Two reviews of movies of particular interest to Elderbloggers appeared recently. Millie Garfield wrote about the pleasure of watching 78 year old, Joan Plowright in "Mrs. Palfrey at the Claremont." I join her in relating to a film star with the courage to wear low-heeled shoes! The story revolves around Plowright's life-change and adjustment as she moves to a retirement hotel in London. Millie, who knows about this sort of move, commented, "Unfortunately they don't make enough movies like this anymore."
Susan Harris, guest blogging at Time Goes By covers many bases in considering another movie,"The Boynton Beach Bereavement Club." Generally she found it without ageist stereotypes and enjoyable as comedy. Please read her rewiew itself. I vote for Susan to do this regularly, at TGB or her own blog, Takoma Gardener (that's Takoma Park, suburb near Washington, D.C.).
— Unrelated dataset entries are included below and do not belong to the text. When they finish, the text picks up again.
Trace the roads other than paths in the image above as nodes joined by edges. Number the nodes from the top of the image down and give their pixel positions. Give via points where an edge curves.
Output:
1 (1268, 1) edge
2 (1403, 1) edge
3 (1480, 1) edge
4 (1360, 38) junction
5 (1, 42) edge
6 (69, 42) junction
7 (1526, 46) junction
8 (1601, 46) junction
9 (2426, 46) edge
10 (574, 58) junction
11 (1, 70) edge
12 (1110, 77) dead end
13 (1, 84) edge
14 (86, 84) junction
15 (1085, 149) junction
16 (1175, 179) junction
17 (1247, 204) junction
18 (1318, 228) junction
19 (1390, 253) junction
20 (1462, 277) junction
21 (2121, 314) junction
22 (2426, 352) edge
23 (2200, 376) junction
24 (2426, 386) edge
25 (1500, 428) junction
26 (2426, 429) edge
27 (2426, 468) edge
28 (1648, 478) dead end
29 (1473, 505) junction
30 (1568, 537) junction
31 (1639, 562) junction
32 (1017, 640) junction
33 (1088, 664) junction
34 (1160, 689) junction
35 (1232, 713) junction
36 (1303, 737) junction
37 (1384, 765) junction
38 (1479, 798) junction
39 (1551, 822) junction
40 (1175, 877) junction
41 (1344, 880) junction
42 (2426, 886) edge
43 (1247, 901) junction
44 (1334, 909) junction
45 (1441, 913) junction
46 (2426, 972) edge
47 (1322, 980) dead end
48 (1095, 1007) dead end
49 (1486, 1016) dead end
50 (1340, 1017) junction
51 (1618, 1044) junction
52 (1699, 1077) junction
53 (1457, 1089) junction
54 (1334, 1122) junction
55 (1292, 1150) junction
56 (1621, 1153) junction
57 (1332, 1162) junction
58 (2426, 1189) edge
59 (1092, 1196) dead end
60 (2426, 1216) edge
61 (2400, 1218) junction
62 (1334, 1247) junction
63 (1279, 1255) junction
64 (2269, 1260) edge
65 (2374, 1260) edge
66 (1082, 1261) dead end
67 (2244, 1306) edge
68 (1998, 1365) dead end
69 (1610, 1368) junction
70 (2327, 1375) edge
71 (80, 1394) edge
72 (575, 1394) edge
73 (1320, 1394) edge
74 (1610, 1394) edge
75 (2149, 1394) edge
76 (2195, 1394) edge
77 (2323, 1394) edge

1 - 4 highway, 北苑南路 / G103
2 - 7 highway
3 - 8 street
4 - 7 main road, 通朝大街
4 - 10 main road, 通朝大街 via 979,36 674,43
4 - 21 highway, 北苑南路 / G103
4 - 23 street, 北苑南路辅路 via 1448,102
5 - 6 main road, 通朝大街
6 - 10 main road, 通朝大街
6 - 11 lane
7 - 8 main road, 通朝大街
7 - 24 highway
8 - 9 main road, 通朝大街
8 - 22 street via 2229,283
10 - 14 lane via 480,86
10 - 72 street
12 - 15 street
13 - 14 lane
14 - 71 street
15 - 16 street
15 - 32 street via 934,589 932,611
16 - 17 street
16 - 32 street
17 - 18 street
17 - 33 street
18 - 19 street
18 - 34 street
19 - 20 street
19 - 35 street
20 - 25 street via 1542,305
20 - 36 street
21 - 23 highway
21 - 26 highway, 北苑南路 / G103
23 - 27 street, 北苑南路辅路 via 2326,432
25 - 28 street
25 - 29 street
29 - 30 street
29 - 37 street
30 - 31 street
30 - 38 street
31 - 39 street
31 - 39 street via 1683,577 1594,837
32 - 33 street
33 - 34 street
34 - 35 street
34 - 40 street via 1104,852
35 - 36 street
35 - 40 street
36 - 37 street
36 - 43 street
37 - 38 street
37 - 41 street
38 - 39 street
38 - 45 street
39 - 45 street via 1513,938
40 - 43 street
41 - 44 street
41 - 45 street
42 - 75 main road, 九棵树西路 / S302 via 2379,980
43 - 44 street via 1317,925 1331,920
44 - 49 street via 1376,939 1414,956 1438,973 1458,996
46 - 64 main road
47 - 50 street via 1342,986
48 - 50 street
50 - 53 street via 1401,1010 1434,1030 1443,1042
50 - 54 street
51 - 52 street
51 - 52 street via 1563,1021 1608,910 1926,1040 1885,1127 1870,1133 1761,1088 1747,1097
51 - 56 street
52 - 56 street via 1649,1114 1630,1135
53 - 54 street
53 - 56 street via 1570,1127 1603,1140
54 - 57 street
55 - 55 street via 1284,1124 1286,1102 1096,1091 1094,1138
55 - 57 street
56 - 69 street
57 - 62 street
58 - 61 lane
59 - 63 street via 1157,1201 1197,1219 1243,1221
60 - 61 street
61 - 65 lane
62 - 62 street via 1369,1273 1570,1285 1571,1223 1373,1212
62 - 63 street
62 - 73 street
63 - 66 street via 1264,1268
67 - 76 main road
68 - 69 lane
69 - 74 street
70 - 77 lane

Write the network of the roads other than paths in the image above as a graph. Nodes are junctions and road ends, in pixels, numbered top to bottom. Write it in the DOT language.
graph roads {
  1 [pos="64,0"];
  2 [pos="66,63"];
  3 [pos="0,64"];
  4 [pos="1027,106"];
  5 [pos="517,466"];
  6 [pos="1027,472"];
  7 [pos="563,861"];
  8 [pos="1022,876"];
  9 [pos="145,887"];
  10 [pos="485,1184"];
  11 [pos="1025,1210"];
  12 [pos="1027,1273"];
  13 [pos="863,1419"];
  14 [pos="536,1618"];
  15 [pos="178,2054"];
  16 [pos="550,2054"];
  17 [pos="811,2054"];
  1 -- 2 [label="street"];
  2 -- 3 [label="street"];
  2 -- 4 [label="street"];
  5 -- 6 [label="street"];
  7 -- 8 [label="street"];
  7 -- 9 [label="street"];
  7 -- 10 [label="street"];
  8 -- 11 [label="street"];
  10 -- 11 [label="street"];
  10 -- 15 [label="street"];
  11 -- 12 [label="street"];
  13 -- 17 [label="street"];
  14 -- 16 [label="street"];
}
Living in the Big Apple, I gravitate toward live theatre--off-Broadway, off-off Broadway, the more affordable options. In August, Ron and I watched a charming performance of "Evensong." Mary Gage, a playwright who had plays produced in Australia, shifted to college administration on coming to the states. This is her first American play.,
Based on interviews with older people in near Bay City, Michigan, Evensong was unusual for NYC, hub of youth culture. The actors, one was 90 (!) play women and men from 80 to 101. Music added to the flow of their tales. Simple choreography, resembling musical chairs, relieved them from sitting and added needed variety. We enjoyed it for its window on an active future for ourselves. It would be a pefect vehicle for the Senior Theatre League to promote to its members.
This is June Bingham, playwright. Look closely at my fuzzy photo from the talk-back for her first play, "Asylum, the strange case of Mary Lincoln." In the background is a portrait of Lincoln and a young son. Several of these were used very effectively at the back of the set. June Bingham is 87. Described in publicity as a "musical," I tell my friends it is a play with music. Carmel Owen, the composer, is a much younger parttime fundraiser Bingham met in a workshop.
We enjoyed the play and most of the music. Carolann Page, sang beautifully as the 56 year old Mary Lincoln, 20 years after her husband's death. She looked worn and burdened, came to life as she plotted her release from a mental hospital. The plot was based on the successful effort by Lincoln's son to have his mother declared insane. We see her as she plots to return to the outside and retrieve her dignity.
The cast was largely over 50 which is unusual for New York theatre. This production was far off Broadway at the York Theatre Company dedicated to producing new musicals and bringing back well-loved shows from the past. (A few years ago, Allan Knee's "Little Women" began here. Lovely show before its music was changed and it became a syrupy Broadway production.) Closes October 1.
This week we went to an on-Broadway production-- discounted preview tickets to see Philip Bosco in "Heartbreak House." Written mid-career by G.B. Shaw in 1917, my first thought when the curtain opened was, "I see why many companies are re-staging classical opera and theatre in modernized ways." It needed help past its fustiness. Bosco was appropriately blustery but his voice went in and out of hearing range. That was a problem with Swoosie Kurtz and a few others. Byron Jennings, one of the younger players, was excellent, and seemed genuinely engaged in his role.
Last year I saw an hilarious production of Ibsen's "Hedda Gabler" produced with robots by Les Freres Corbusier a young, impudent company. You can read a review here. My particular favorite last season,"What Then," by Rinnie Groff, was the work of another under-40 group, Clubbed Thumb.
It is hard to draw conclusions from the above. But I still am drawn to seeing reflections of myself in older performers and/or situations relevant to life over 60. Then I have to ask myself: if i'm less interested in young people's boozing, sex, angst, should i expect them to care about my issues?